Given entries:
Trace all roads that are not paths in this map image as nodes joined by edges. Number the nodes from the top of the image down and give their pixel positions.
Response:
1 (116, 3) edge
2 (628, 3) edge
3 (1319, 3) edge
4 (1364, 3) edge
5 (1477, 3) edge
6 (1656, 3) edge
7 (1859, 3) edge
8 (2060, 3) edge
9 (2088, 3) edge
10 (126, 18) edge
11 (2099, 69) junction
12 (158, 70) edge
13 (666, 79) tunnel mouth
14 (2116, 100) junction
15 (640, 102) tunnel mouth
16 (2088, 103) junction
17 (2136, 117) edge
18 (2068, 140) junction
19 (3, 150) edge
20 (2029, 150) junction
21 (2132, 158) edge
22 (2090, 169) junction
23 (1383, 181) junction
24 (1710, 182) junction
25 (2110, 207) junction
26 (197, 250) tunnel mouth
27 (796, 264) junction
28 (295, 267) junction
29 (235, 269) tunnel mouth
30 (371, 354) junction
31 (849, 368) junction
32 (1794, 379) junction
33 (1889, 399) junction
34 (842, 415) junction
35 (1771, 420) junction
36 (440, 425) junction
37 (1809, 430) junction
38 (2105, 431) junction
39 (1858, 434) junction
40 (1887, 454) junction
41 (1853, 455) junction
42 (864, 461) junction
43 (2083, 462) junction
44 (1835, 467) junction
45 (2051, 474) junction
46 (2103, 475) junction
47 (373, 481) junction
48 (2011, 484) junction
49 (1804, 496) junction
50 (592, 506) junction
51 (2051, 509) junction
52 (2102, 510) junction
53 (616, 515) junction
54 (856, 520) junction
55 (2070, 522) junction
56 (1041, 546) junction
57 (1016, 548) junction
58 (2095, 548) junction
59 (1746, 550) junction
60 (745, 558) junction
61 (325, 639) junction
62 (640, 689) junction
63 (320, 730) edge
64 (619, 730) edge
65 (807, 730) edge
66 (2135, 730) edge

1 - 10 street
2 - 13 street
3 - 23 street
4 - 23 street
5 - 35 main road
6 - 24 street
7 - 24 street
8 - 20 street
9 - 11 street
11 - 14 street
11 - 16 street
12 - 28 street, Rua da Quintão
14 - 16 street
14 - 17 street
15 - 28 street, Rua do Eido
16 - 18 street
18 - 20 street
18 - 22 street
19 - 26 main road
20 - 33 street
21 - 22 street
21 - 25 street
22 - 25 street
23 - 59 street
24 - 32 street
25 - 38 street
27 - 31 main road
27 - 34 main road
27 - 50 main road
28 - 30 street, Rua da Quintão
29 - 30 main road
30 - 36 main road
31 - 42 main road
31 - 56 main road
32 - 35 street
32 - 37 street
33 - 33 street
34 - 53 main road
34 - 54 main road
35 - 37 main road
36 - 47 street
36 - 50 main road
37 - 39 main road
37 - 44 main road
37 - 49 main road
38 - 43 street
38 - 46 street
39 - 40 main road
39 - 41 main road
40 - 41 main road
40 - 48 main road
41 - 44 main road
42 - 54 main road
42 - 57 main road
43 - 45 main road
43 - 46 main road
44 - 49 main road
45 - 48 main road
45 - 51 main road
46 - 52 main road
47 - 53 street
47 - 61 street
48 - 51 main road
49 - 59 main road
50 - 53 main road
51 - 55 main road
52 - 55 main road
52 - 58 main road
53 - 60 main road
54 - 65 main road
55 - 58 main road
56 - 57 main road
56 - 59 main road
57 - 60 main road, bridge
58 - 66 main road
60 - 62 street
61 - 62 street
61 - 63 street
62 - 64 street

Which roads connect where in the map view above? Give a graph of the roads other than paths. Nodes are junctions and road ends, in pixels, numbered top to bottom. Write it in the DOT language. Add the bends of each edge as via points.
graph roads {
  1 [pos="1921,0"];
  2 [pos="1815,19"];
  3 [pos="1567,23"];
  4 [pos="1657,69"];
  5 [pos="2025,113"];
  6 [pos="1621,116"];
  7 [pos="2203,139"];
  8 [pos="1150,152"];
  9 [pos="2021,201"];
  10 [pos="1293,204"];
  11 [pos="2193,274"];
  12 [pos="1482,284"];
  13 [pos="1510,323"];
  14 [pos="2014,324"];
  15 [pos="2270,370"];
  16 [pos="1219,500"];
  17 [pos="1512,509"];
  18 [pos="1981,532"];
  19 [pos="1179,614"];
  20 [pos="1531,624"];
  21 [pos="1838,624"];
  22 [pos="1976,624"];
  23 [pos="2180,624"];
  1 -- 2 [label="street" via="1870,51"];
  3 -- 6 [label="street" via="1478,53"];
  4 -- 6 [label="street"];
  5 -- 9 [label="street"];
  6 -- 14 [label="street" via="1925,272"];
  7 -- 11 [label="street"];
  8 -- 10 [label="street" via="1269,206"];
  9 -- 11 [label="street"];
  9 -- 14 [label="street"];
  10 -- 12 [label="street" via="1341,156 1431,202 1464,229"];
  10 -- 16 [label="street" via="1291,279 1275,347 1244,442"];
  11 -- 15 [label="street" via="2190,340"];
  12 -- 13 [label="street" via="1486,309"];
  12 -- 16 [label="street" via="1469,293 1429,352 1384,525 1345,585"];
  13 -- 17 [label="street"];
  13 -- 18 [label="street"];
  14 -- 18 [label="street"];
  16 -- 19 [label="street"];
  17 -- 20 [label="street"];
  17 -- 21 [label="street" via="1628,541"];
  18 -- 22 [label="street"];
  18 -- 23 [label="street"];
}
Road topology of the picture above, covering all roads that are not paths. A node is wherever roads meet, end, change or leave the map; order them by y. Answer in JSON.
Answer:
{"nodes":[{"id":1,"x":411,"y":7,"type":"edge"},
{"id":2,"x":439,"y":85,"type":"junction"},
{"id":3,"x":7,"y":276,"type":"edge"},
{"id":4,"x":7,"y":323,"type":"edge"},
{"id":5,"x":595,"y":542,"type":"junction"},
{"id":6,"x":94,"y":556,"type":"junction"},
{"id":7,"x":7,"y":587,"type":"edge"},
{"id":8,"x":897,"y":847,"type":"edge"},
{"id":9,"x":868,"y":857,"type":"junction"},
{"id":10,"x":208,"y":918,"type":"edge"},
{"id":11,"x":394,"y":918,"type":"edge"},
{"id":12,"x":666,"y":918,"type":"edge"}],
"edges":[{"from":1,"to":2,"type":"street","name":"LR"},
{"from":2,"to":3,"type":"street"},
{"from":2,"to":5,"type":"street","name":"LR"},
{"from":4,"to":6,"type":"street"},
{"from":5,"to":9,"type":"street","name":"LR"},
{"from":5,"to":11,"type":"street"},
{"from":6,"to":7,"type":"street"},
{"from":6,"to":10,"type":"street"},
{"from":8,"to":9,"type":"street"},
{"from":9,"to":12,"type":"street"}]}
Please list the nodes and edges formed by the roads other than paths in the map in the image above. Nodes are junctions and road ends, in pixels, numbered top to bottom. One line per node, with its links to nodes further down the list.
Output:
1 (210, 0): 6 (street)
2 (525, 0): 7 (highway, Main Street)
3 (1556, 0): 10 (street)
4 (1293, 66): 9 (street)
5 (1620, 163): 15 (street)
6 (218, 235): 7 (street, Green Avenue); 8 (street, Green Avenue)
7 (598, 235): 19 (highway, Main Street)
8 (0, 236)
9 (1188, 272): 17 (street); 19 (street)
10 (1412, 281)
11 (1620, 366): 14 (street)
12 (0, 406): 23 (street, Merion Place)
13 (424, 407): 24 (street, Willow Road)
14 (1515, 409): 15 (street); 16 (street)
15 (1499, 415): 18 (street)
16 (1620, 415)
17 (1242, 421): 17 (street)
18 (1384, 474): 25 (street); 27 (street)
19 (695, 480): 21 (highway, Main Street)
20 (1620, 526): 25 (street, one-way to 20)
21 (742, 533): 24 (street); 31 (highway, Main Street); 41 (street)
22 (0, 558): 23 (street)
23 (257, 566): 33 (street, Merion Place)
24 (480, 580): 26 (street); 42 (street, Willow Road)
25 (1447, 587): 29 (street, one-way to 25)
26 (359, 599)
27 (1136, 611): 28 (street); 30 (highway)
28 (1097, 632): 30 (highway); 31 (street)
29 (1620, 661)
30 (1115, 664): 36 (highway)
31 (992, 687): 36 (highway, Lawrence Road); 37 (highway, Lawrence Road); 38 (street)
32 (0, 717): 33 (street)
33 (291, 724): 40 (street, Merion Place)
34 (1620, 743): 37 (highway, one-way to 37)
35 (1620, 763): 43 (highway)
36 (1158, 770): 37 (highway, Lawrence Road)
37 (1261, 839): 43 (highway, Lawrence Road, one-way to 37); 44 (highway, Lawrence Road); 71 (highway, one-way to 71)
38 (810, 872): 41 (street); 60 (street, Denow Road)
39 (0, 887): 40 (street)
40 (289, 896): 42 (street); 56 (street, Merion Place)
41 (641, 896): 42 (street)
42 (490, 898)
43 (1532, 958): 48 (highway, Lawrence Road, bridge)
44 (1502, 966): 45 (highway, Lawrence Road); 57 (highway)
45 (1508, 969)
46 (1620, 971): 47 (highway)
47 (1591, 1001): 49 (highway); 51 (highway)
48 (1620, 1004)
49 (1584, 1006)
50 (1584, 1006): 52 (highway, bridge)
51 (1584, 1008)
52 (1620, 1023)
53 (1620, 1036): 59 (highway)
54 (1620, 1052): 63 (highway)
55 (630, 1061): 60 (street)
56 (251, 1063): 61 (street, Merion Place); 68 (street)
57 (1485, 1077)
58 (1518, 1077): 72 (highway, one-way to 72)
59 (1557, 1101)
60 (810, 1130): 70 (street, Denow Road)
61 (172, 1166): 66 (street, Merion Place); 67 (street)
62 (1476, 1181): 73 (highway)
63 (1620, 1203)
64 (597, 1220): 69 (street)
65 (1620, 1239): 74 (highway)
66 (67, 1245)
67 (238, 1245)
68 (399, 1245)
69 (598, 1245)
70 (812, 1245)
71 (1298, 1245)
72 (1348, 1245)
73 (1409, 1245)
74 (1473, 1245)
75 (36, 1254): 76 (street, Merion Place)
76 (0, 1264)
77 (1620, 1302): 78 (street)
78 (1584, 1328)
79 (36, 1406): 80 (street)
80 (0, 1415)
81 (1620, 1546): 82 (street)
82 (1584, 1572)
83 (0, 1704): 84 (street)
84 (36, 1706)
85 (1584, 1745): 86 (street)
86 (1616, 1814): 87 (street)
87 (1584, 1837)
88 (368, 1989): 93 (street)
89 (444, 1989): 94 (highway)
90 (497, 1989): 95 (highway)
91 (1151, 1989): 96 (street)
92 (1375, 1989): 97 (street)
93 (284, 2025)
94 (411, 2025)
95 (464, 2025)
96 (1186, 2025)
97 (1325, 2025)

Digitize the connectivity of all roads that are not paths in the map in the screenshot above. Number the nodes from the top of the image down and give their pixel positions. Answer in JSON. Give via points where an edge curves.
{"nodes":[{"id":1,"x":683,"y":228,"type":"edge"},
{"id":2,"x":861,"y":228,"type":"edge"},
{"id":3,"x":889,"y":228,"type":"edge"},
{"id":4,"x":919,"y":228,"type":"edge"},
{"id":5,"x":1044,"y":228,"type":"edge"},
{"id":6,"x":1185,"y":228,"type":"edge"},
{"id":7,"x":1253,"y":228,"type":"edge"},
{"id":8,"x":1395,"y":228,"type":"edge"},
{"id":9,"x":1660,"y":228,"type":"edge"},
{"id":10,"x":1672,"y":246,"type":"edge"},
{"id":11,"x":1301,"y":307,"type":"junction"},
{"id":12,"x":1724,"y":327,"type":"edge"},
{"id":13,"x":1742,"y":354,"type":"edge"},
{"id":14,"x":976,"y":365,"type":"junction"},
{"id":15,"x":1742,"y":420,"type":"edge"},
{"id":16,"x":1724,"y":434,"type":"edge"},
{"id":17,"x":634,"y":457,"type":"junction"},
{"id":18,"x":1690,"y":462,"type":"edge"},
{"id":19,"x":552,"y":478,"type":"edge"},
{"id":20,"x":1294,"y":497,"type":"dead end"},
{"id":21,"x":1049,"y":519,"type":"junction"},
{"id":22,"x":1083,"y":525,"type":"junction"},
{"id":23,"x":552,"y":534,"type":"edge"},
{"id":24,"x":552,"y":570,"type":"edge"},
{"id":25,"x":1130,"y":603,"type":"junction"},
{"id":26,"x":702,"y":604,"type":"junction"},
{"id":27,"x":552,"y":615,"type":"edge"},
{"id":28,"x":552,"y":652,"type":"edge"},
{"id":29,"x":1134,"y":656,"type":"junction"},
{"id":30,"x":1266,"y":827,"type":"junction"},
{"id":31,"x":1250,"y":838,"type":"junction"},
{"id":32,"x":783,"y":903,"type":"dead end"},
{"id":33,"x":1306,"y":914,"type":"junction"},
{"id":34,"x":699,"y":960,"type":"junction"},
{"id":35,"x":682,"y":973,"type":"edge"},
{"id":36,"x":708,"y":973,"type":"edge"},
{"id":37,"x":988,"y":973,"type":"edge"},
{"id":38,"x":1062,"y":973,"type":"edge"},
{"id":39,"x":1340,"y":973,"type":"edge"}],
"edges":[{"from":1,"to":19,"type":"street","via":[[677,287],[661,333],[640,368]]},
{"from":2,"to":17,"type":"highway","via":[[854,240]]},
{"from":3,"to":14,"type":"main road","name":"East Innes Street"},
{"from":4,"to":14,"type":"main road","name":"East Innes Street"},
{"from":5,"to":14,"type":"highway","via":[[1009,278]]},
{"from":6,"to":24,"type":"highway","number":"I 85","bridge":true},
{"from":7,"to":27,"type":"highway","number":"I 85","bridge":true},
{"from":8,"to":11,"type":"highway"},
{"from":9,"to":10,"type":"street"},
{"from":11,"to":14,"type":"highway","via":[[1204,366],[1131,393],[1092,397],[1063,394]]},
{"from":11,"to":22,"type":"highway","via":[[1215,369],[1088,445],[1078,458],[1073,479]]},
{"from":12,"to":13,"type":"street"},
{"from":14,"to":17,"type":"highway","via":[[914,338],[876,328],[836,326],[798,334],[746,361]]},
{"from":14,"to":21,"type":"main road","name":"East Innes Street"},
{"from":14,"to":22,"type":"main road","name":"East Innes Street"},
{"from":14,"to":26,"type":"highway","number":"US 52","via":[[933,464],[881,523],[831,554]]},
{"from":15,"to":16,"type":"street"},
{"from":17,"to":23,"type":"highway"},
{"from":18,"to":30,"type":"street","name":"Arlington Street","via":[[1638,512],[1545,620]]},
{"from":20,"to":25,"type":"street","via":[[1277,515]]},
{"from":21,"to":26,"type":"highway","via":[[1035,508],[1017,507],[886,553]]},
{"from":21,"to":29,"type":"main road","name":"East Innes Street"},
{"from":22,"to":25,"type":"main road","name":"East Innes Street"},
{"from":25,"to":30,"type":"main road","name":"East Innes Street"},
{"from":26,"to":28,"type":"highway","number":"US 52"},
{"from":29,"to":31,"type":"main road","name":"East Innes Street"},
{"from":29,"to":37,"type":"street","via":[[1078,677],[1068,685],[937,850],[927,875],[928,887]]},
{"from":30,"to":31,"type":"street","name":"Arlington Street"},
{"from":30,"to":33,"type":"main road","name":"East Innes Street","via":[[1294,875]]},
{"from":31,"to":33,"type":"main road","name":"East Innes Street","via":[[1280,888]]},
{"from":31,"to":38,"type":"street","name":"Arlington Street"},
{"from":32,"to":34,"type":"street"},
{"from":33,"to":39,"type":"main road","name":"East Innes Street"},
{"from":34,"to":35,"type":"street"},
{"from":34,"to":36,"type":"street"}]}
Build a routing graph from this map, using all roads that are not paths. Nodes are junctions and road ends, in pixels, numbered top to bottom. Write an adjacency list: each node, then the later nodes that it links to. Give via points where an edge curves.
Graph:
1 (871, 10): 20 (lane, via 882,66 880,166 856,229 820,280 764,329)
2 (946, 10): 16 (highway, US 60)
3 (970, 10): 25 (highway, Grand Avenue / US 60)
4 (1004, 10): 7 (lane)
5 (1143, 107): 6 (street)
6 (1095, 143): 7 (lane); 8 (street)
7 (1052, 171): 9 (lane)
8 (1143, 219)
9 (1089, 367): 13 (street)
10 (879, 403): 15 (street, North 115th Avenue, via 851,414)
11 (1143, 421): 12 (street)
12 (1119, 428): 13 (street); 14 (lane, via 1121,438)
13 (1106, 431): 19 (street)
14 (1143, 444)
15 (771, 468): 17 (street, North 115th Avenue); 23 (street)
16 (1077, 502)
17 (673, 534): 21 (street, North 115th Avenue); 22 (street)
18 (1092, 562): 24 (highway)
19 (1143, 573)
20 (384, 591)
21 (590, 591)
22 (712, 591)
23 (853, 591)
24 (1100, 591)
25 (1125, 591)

Required work:
Every line that holds the word "bottom" should be copied from the records.

Result for this task:
Which roads connect where in the map view above? Give a graph of the roads other than paths. Nodes are junctions and road ends, in pixels, numbered top to bottom. Write it in the DOT language. Add the bends of each edge as via points.
Please list the nodes and edges formed by the roads other than paths in the map in the image above. Nodes are junctions and road ends, in pixels, numbered top to bottom. One line per node, with its links to nodes further down the list.
Build a routing graph from this map, using all roads that are not paths. Nodes are junctions and road ends, in pixels, numbered top to bottom. Write an adjacency list: each node, then the later nodes that it links to. Give via points where an edge curves.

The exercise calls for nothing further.